About this task: Give back exactly the lines of the data below, starting with the line that has "pinky pip: (116, 256)" and going on through the line that has "middle dip: (513, 98)".

━━━━━ Information ━━━━━

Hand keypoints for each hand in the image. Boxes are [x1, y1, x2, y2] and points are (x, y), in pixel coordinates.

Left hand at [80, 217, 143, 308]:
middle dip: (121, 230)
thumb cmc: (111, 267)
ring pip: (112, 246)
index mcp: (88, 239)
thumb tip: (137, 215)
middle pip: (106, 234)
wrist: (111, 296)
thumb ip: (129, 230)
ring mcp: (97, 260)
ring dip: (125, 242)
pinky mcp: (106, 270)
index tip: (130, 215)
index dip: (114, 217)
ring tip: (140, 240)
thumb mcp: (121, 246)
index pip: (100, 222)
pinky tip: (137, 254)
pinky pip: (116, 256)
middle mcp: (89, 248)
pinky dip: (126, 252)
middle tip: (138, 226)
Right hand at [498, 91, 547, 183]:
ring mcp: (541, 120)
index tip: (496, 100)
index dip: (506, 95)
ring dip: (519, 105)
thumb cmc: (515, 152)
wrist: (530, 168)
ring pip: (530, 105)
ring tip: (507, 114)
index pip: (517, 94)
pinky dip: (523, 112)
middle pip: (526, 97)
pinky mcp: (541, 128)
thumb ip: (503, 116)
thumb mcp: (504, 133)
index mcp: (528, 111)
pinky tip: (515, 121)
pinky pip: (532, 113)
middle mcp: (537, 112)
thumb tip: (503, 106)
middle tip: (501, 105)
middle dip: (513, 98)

━━━━━
━━━━━ Information ━━━━━

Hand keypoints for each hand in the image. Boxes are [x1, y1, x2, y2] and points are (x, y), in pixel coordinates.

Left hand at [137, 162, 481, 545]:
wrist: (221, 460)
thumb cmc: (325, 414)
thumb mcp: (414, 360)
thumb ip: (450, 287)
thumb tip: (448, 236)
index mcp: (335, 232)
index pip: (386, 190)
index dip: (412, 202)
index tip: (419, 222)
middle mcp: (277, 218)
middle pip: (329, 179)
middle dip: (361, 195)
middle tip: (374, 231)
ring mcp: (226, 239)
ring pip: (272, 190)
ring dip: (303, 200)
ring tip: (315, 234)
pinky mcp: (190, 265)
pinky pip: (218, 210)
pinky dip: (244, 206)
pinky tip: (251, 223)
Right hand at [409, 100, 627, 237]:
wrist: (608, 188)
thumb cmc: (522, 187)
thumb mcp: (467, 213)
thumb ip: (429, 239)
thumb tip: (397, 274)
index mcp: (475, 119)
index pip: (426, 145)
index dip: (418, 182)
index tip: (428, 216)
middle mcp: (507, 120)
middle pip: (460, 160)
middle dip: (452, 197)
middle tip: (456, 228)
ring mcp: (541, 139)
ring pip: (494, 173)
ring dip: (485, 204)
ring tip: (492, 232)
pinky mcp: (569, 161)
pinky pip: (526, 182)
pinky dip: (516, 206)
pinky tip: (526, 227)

━━━━━

Completed exercise:
pinky pip: (116, 256)
middle mcp: (89, 248)
pinky dip: (126, 252)
middle tip: (138, 226)
Right hand at [498, 91, 547, 183]:
ring mcp: (541, 120)
index tip: (496, 100)
index dip: (506, 95)
ring dip: (519, 105)
thumb cmc: (515, 152)
wrist: (530, 168)
ring pip: (530, 105)
ring tip: (507, 114)
index pip: (517, 94)
pinky dip: (523, 112)
middle pip: (526, 97)
pinky mcp: (541, 128)
thumb ip: (503, 116)
thumb mcp: (504, 133)
index mcp: (528, 111)
pinky tip: (515, 121)
pinky pip: (532, 113)
middle mcp: (537, 112)
thumb tip: (503, 106)
middle tip: (501, 105)
middle dip: (513, 98)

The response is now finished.